Vanessa Gravina è incantevole. Me l’aspettavo, ovviamente, perché è un’attrice che si è misurata  magistralmente con testi di Strindberg, Pirandello e Shakespeare. Il suo primo ingresso in scena è tumultuoso: è scalza, discinta, eppure sembra l’ingresso di una regina. Riempie il palcoscenico con le sue movenze, con la sua espressività verbale intensa. Non è un caso che musica e prosa abbiano molti vocaboli in comune: pause, tempi, ritmo, modulazione, tono … L’attore, al pari del musicista, crea sinfonia con le parole e con le azioni, trasformandole in fatti. Lei è una donna disperata, che rifiuta il giogo del perbenismo a tutti i costi, ma è anche una donna in gabbia: sa che non può allontanarsi, non può uscirne, non può ribellarsi. Chiude più volte la sua vestaglia nel parlare, un gesto che nel linguaggio non verbale implica autoprotezione, difesa del corpo, quel corpo che è causa del suo stato, ma anche fonte di un più grande amore da tutelare oltre ogni falso perbenismo altrui. Vanessa Gravina entra in Agata, soffre con essa, si muove come si muoverebbe una donna incinta, accusata d’aver perso la rispettabilità da coloro che ritengono un figlio, suo figlio, una vergogna da correggere. Dopo l’iniziale ribellione, subentra la rassegnazione e, lentamente, il cambiamento, la diversa lettura degli altri e di se stessa, la capacità di valutare le persone non per quello che appaiono, ma per quello che sono.

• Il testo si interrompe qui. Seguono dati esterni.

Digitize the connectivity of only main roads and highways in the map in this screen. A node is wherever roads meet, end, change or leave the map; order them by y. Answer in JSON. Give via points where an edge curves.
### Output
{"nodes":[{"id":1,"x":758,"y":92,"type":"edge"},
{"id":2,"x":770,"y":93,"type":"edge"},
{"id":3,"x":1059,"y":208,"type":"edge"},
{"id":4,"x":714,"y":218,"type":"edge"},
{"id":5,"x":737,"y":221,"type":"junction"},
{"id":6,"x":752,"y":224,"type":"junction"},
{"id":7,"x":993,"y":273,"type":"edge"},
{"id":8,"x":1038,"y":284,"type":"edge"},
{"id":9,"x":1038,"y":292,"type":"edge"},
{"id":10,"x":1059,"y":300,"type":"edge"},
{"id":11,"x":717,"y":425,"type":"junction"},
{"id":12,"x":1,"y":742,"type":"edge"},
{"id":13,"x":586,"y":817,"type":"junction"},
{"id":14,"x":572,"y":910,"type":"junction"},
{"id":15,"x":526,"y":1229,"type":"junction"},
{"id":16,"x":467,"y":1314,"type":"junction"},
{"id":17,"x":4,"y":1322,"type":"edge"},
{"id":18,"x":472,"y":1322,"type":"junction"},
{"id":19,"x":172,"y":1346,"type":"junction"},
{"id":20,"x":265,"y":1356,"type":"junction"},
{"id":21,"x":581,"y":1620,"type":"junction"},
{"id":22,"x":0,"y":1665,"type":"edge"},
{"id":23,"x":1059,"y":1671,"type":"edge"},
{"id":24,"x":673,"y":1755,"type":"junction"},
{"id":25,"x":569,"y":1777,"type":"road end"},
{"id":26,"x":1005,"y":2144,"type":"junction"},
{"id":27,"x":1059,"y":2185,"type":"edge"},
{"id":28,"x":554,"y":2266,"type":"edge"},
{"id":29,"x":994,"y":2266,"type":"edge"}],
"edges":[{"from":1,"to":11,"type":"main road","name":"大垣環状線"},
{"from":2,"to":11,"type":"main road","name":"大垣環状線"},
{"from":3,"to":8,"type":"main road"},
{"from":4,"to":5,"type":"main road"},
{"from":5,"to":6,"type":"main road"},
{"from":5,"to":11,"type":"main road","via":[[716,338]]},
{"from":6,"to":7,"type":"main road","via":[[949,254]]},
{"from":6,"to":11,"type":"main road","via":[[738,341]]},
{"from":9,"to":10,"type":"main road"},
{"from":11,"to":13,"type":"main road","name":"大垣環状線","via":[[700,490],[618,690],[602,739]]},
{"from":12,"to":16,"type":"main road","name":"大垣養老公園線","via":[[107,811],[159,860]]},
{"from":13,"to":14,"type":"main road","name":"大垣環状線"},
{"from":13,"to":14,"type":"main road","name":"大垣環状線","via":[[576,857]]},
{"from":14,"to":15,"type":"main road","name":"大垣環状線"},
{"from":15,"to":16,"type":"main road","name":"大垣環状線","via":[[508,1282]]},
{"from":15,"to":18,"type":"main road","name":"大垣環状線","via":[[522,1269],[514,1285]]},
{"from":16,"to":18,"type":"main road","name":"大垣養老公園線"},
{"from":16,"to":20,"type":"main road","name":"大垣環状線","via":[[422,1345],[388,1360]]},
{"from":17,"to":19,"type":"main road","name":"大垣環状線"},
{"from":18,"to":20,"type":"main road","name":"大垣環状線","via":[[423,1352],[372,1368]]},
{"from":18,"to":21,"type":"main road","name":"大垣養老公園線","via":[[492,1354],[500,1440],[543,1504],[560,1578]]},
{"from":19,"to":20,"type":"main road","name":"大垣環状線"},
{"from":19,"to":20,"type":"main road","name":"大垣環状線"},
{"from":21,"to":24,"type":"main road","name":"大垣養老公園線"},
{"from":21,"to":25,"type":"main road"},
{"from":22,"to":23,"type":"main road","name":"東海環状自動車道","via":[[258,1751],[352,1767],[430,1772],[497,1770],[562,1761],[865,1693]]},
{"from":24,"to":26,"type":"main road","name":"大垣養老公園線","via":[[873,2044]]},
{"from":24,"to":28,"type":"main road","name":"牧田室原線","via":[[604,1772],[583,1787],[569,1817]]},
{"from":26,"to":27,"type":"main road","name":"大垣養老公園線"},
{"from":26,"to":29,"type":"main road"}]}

Il rapporto tra il recitato di Agata e di Baldovino, nel dipanarsi della storia, è costruito su quello che, rubando il termine alla retorica, potremmo definire un hýsteron próteron: un’inversione temporale nella successione delle movenze. Lei è esagitata, all’inizio, perché, lasciando liberi i propri sentimenti e risentimenti, lotta contro una realtà inaccettabile, mentre Baldovino si trincera dietro il suo pacato filosofeggiare; diventa pacata sul finire, quando Baldovino, preda di sentimenti ed emozioni è in lotta con se stesso e tira pugni sul tavolo. In mezzo c’è la presa di coscienza di entrambi.

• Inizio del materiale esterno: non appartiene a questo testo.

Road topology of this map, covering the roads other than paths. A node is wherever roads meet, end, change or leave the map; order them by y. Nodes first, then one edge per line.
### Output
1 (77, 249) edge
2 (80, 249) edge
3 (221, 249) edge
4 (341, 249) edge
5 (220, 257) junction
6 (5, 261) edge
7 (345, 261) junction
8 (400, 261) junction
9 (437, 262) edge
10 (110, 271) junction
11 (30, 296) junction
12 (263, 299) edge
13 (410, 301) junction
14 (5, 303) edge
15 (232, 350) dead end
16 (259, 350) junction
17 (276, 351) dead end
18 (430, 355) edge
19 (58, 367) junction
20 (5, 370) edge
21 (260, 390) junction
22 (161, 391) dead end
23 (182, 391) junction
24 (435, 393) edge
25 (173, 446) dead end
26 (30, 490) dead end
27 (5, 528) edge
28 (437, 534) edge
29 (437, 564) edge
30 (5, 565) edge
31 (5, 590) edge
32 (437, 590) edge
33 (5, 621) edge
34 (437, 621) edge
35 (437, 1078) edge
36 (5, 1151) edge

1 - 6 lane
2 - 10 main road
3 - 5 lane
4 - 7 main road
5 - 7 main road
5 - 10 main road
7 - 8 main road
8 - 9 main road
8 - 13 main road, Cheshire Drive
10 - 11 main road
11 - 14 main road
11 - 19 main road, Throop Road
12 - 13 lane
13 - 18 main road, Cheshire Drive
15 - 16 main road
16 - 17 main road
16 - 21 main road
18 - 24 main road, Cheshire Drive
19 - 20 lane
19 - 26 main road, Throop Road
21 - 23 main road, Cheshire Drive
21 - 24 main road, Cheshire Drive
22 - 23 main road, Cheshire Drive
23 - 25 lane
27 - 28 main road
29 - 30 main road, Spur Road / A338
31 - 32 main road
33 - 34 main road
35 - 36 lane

Bravissimi anche Leandro Amato (Fabio), doppiatore ed attore di talento, che vedremo a breve nell’Elena di Euripide accanto alla Gravina; Maximilian Nisi (Maurizio), con un passato teatrale di pregio, iniziato, a soli 23 anni, con il Faust di Goethe diretto da Giorgio Strehler; Tatiana Winteler (Maddalena, la madre di Agata)  brava e versatile attrice che si è cimentata con i testi più impegnativi, da Pirandello a Strindberg; da Marivaux ad Ibsen, Rostand, Plauto, De Filippo, Faydeau, facendo a lungo compagnia con Giorgio Albertazzi; Giancarlo Condé (il parroco di S. Marta) che tutti abbiamo applaudito come Fenio Rufo nel Nerone di Sylos Labini; e Brunella De Feudis (la cameriera) giovane attrice e regista, recentemente impegnata in Dionisiaca.

La coralità di tutte le bravure che si incontrano sul palcoscenico, però, la loro presenza scenica, va oltre l’attore, lo dico sempre: compete al regista. E non ha certo bisogno di presentazioni Liliana Cavani, oggi coadiuvata dall’assistente Marina Bianchi, ben nota ad una melomane come me, poiché, oltre ad una collaborazione ventennale con la Cavani, ha curato regie di gran pregio di molte opere liriche. Prolifica regista cinematografica, Liliana Cavani ha firmato capolavori come Francesco. Anche il teatro l’ha vista impegnata, sia in opere liriche indimenticabili, sia, di recente, nella Filomena Marturano, sempre con Gleijeses.

Il realismo della Cavani ben si sposa con questa pièce priandelliana, che necessita crudezza, quando utile a far cadere maschere. Perfetto il movimento in scena così come l’immobilità che, a volte, cattura i personaggi, quasi fossero prigionieri di un quadro, di una fotografia tesa a sottolineare il momento, esaltando la mimica facciale. Anche la scelta di non chiudere il sipario nel cambio scena è felice e coglie l’essenza del personaggio pirandelliano, che è maschera, è attore, è uomo e, dunque, rappresenta ma contribuisce anche ad allestire la rappresentazione. Pensiamo ai Sei Personaggi in Cerca d’Autore.

Pochi i tagli al testo e grande il rispetto mostrato nel seguire le rigide norme di scena di Pirandello.

Nel complesso, Il Piacere dell’Onestà, ora al Quirino, è un’opera da vedere e rivedere più volte, per cercare i particolari sfuggiti ed assaporarne di nuovi. Consiglio a tutti di farlo.